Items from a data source
========================================================================
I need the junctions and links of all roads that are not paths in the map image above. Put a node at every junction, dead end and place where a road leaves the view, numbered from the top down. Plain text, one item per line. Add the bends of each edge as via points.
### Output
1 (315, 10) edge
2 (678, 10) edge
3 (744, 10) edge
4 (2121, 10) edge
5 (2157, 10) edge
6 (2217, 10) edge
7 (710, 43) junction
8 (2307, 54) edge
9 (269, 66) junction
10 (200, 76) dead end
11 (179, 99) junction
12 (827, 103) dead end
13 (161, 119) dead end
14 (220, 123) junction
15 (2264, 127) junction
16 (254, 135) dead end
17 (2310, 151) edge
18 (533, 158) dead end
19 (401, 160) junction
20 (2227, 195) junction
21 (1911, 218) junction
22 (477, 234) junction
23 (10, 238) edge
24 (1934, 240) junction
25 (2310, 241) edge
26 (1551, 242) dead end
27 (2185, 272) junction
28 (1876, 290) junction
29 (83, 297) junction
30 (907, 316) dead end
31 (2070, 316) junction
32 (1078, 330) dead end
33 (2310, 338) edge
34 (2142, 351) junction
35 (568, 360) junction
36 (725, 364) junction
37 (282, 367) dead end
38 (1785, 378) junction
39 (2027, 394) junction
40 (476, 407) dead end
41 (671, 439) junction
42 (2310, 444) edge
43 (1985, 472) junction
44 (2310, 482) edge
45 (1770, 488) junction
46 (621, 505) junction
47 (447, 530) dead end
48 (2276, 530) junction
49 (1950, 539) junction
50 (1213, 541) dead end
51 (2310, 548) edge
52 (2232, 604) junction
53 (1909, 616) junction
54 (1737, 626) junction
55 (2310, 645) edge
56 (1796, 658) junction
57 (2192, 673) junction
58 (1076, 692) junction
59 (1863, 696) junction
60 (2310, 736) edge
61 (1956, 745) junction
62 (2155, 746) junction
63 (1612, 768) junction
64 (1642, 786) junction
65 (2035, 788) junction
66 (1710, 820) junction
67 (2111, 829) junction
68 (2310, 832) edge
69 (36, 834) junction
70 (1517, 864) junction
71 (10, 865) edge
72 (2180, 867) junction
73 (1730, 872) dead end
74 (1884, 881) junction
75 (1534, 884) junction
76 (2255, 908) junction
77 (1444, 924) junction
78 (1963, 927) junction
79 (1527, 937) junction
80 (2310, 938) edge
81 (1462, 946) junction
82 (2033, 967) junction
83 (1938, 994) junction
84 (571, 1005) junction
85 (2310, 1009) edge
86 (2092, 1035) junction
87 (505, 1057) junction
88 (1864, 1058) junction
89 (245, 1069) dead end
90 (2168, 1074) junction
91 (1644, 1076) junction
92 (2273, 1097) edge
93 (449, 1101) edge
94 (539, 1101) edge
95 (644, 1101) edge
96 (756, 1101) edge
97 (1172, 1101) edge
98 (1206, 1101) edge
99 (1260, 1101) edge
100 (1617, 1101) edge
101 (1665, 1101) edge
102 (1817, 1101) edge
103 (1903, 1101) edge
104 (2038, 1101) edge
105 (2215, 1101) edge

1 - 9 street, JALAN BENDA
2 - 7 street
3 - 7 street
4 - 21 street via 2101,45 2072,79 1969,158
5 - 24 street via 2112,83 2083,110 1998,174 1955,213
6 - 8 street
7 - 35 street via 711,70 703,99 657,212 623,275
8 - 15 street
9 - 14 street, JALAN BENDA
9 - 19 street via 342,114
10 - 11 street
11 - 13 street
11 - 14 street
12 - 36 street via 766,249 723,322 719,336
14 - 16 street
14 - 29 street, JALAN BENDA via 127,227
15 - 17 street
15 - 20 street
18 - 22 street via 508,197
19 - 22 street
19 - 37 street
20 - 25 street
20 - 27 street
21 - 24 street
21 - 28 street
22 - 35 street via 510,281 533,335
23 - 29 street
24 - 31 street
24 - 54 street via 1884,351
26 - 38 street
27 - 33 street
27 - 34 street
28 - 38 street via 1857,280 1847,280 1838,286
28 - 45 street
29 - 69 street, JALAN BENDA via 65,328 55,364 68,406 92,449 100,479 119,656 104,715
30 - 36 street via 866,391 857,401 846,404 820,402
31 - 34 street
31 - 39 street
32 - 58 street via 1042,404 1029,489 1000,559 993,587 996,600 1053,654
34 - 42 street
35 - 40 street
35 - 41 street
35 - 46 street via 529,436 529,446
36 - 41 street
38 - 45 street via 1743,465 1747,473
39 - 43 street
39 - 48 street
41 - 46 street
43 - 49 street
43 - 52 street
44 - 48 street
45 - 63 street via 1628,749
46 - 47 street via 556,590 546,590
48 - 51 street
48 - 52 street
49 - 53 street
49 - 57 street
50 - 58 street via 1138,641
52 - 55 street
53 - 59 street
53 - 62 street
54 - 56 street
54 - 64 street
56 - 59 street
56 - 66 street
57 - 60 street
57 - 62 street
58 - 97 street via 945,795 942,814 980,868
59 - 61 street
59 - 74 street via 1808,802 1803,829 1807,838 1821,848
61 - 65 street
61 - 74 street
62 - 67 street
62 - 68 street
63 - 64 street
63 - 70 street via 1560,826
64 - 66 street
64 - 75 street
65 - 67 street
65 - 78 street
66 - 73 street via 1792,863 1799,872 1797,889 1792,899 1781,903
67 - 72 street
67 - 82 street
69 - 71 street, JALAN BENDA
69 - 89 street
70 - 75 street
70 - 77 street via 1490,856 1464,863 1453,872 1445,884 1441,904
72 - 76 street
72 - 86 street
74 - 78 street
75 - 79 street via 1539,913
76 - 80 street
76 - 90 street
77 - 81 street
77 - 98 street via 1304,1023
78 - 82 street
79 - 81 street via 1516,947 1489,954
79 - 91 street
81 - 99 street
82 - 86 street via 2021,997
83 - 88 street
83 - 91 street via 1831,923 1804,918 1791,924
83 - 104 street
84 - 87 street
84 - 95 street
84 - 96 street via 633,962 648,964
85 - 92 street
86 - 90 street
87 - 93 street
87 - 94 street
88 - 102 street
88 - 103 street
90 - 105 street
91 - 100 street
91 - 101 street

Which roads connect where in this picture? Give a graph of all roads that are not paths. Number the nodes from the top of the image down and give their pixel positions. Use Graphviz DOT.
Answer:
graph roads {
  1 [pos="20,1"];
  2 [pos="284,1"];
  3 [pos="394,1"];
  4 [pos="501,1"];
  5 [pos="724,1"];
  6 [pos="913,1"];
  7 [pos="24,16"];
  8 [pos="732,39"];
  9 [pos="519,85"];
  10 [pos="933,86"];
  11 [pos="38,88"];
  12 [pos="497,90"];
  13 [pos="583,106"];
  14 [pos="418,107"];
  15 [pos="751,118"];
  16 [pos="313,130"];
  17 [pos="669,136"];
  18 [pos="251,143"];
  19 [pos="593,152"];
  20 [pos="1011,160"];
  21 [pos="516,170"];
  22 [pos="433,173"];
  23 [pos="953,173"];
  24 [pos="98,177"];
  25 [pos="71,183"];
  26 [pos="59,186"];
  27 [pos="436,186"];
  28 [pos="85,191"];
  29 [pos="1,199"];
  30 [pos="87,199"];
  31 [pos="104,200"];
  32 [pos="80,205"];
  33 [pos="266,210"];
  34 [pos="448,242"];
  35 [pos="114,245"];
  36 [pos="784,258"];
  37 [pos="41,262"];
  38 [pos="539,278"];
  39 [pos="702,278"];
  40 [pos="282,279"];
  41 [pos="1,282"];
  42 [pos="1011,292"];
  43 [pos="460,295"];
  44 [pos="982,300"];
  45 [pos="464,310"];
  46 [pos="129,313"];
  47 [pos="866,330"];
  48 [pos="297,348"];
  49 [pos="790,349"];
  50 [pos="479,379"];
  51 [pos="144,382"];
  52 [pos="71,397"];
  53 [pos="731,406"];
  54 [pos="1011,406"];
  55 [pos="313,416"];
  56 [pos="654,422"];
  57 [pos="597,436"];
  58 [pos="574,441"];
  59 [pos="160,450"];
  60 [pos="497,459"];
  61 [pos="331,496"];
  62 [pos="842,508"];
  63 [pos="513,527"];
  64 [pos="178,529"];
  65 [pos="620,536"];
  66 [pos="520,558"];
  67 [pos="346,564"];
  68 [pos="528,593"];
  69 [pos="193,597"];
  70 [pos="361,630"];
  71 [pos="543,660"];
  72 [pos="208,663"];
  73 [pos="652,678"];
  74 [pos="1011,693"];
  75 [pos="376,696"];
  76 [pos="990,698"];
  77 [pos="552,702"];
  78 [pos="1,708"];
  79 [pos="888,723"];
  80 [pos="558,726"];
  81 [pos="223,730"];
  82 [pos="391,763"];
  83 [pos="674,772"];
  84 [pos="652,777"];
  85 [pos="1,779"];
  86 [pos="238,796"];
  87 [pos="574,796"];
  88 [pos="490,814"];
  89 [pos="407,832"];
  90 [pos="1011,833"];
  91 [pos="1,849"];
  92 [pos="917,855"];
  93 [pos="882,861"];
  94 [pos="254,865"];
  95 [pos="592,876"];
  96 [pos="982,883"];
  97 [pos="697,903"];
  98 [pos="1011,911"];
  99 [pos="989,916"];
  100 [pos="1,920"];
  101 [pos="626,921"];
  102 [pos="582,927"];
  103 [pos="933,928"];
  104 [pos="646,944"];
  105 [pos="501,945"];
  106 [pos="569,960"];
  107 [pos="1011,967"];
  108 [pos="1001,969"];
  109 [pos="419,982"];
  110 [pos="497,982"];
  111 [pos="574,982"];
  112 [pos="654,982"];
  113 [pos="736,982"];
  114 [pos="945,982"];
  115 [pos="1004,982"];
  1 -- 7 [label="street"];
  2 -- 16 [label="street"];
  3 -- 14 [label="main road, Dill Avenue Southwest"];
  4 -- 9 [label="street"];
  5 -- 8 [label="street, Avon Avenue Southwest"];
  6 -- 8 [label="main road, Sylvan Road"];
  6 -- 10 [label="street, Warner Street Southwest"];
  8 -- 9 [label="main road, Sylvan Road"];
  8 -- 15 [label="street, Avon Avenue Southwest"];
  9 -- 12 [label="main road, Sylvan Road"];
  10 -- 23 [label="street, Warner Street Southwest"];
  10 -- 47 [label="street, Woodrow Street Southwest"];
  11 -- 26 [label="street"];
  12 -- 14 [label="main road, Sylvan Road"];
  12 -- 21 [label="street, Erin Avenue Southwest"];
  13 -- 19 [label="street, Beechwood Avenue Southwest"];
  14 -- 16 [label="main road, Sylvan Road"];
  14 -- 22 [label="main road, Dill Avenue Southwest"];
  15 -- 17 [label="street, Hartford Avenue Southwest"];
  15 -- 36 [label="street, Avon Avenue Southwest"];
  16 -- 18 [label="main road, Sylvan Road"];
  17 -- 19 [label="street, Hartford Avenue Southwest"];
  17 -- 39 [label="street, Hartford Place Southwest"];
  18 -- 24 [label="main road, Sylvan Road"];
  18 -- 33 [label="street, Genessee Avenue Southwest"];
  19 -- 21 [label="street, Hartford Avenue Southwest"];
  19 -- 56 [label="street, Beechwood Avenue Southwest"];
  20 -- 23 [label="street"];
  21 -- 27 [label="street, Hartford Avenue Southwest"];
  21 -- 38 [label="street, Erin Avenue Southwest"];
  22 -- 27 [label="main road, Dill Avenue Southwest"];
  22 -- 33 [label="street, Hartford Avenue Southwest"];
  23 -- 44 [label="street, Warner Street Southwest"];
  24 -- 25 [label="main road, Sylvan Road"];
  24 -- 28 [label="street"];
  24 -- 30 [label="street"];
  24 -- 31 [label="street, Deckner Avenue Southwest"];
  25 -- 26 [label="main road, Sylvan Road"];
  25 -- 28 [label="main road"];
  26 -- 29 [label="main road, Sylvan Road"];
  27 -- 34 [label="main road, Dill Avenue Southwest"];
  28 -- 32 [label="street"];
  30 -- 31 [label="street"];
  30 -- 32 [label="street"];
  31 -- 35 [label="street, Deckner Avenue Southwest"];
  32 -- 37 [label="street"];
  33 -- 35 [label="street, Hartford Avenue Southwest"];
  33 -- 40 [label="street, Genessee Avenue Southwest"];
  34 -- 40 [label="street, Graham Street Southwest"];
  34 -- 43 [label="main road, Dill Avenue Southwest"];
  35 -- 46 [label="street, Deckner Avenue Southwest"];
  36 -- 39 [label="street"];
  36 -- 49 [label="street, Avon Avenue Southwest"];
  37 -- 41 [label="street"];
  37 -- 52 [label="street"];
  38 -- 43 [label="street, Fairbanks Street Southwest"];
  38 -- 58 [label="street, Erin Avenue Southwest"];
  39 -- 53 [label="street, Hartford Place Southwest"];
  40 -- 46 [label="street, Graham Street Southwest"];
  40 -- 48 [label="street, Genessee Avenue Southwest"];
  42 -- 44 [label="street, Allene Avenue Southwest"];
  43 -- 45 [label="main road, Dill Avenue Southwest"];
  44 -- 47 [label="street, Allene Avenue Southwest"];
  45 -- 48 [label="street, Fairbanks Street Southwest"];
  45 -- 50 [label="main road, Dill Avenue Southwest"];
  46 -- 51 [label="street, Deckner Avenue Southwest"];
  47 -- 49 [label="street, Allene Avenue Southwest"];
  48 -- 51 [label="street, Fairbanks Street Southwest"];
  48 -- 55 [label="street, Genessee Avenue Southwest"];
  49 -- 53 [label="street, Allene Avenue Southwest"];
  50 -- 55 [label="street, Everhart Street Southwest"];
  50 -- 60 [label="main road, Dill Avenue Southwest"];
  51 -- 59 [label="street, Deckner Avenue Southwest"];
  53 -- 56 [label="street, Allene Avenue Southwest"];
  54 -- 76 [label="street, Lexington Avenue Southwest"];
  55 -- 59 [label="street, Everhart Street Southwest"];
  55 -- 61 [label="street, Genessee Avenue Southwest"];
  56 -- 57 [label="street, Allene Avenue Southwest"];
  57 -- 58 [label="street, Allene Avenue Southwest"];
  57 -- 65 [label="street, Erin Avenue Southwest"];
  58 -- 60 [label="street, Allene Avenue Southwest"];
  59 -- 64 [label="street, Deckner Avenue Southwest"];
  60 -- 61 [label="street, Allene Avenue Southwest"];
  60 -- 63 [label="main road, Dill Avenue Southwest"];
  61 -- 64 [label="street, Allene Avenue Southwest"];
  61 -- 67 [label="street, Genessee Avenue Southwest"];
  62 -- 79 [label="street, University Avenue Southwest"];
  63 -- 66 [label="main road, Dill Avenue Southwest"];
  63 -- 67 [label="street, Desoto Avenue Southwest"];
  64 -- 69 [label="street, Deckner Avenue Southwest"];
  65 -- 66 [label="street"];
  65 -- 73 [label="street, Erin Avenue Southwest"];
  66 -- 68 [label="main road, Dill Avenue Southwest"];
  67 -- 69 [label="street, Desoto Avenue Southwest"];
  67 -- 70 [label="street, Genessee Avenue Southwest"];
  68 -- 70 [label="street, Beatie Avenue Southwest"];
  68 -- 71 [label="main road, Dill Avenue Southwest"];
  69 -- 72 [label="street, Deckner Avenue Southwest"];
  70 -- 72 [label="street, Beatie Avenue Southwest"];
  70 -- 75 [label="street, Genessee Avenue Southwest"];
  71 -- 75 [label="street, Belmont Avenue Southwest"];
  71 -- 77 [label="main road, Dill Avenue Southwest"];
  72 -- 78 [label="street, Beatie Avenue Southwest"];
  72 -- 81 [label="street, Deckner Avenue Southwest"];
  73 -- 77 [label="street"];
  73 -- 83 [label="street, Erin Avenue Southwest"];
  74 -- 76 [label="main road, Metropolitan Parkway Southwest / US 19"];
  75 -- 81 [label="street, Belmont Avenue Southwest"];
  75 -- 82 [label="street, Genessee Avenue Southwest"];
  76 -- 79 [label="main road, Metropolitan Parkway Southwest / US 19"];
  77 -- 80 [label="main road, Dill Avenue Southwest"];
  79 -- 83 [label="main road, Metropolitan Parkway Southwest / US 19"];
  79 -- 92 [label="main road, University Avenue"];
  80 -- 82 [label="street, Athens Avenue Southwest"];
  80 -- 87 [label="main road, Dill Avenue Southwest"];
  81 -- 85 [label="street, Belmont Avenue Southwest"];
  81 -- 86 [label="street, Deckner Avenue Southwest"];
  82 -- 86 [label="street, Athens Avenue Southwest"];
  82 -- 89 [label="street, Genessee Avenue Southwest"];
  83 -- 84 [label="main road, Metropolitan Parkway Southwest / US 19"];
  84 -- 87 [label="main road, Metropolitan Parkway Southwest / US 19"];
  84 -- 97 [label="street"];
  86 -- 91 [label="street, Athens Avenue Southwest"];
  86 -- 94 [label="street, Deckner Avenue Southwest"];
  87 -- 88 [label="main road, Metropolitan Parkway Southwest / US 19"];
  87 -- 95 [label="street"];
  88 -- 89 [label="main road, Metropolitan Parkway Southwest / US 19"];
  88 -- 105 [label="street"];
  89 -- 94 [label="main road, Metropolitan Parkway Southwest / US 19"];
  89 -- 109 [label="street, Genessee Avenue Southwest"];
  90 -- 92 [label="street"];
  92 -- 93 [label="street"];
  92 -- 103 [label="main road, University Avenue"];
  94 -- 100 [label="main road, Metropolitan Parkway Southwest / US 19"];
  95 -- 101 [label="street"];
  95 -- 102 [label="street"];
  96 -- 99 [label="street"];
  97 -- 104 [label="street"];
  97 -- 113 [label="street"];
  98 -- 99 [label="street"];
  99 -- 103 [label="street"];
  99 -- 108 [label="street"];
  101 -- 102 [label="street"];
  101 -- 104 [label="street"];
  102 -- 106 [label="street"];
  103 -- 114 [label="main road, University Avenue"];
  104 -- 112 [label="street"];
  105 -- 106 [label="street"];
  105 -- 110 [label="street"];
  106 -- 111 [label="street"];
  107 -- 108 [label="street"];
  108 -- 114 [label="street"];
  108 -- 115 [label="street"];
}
========================================================================
## WHAT TO PRODUCE:
Copy out all lines above that include the string "Beechwood".

## FINISHED EXERCISE:
  13 -- 19 [label="street, Beechwood Avenue Southwest"];
  19 -- 56 [label="street, Beechwood Avenue Southwest"];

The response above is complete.